MCQ Results accepts and marks outputs from Scantron or Teleform machines. It generates:

  • a text file which analyses the difficulty, discriminatory validity and reliability of the questions created in the MCQ,
  • an Excel results file (ready for Cecil import),
  • and sends students on the Cecil class list an individualised email detailing

(a) the learning point (customised to be as broadly or specifically related to the original question as desired),

(b) whether the student answered correctly,

(c) the percentage of the class that answered correctly, and

(d) a graph of the class distribution (optional).

Analysis of test results

Question descriptors

Student feedback

Class results - student use of

What do students say?

  “I think it is an invaluable tool for learning.  If only to see where you went wrong in the test, without it you may think you are doing well in a particular section of the course but actually the majority of your wrong answers may be coming from this ‘well understood’ topic.”
 
“I find the feedback email extremely helpful, and use it to structure my study so I can put more emphasis on the things I didn't get right. It's great to have frequent feedback so we can gauge how we are going throughout the semester, and I hope it continues so that future years can also benefit from this.”

How do I get started?

You will need to register and login to the MCQ Results website.

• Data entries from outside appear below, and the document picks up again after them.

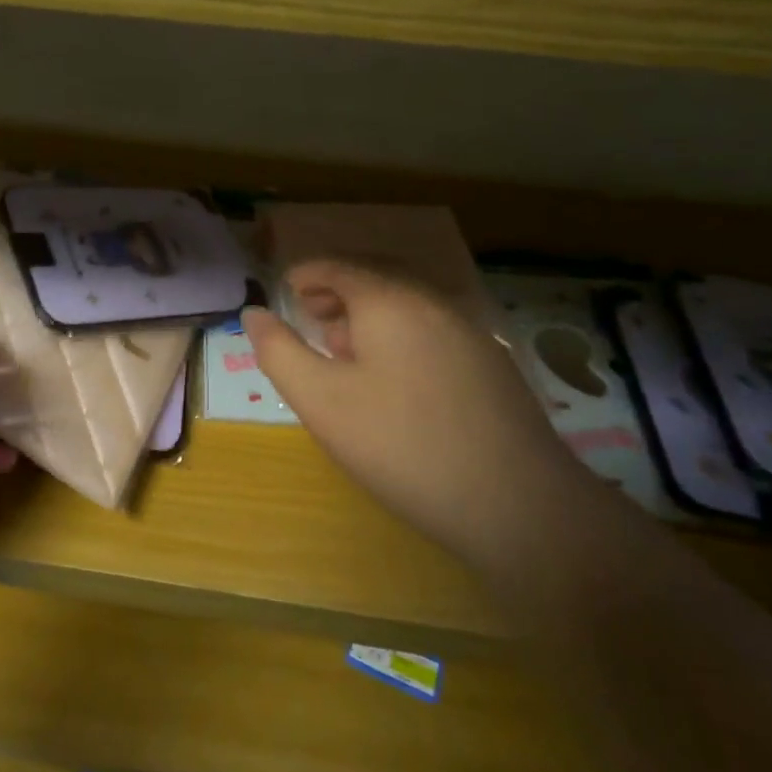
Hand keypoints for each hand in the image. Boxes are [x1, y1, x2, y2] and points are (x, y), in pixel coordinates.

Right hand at [241, 259, 574, 557]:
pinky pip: (433, 331)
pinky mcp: (492, 366)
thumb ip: (279, 352)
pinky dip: (401, 336)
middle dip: (337, 293)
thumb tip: (254, 313)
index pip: (339, 267)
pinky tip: (394, 380)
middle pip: (377, 280)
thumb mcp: (321, 401)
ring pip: (408, 307)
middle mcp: (433, 304)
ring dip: (369, 316)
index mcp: (389, 302)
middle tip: (310, 318)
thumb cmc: (401, 444)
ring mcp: (470, 333)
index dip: (307, 274)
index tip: (285, 291)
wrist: (517, 504)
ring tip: (344, 350)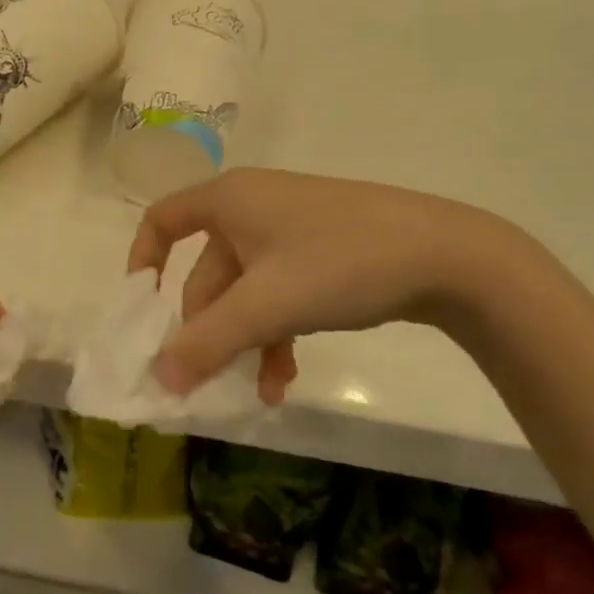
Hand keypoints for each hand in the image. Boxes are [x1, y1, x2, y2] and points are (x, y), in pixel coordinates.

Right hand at [128, 169, 512, 400]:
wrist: (450, 255)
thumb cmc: (341, 262)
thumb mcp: (267, 305)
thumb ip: (207, 343)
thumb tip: (158, 379)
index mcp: (229, 201)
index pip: (162, 220)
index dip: (143, 261)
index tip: (143, 309)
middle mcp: (252, 210)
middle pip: (207, 273)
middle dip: (208, 331)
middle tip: (207, 381)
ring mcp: (289, 233)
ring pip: (245, 293)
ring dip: (244, 342)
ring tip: (257, 392)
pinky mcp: (319, 255)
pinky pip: (278, 295)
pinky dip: (275, 333)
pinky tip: (286, 377)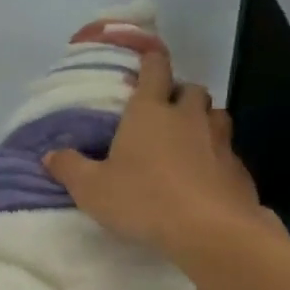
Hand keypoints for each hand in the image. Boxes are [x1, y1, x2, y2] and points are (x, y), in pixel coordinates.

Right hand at [44, 51, 271, 261]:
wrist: (210, 230)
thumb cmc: (144, 200)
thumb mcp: (92, 189)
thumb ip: (70, 168)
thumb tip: (50, 155)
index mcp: (150, 111)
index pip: (154, 67)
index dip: (150, 59)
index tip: (145, 59)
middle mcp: (188, 116)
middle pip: (190, 89)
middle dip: (178, 94)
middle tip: (163, 113)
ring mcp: (219, 140)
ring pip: (215, 115)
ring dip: (201, 121)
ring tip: (186, 142)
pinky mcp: (238, 168)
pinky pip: (227, 151)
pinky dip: (216, 156)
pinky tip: (203, 177)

The website contains detailed instructions on how to set up your course / test entry, decode version information, check details as entered by the student against the Cecil class list, mark tests, delete faulty questions (optionally awarding marks for deleted questions so students are not disadvantaged), and send emails to students.

What support is available to me?

The MCQ Results website offers a Contact page from which you can email queries.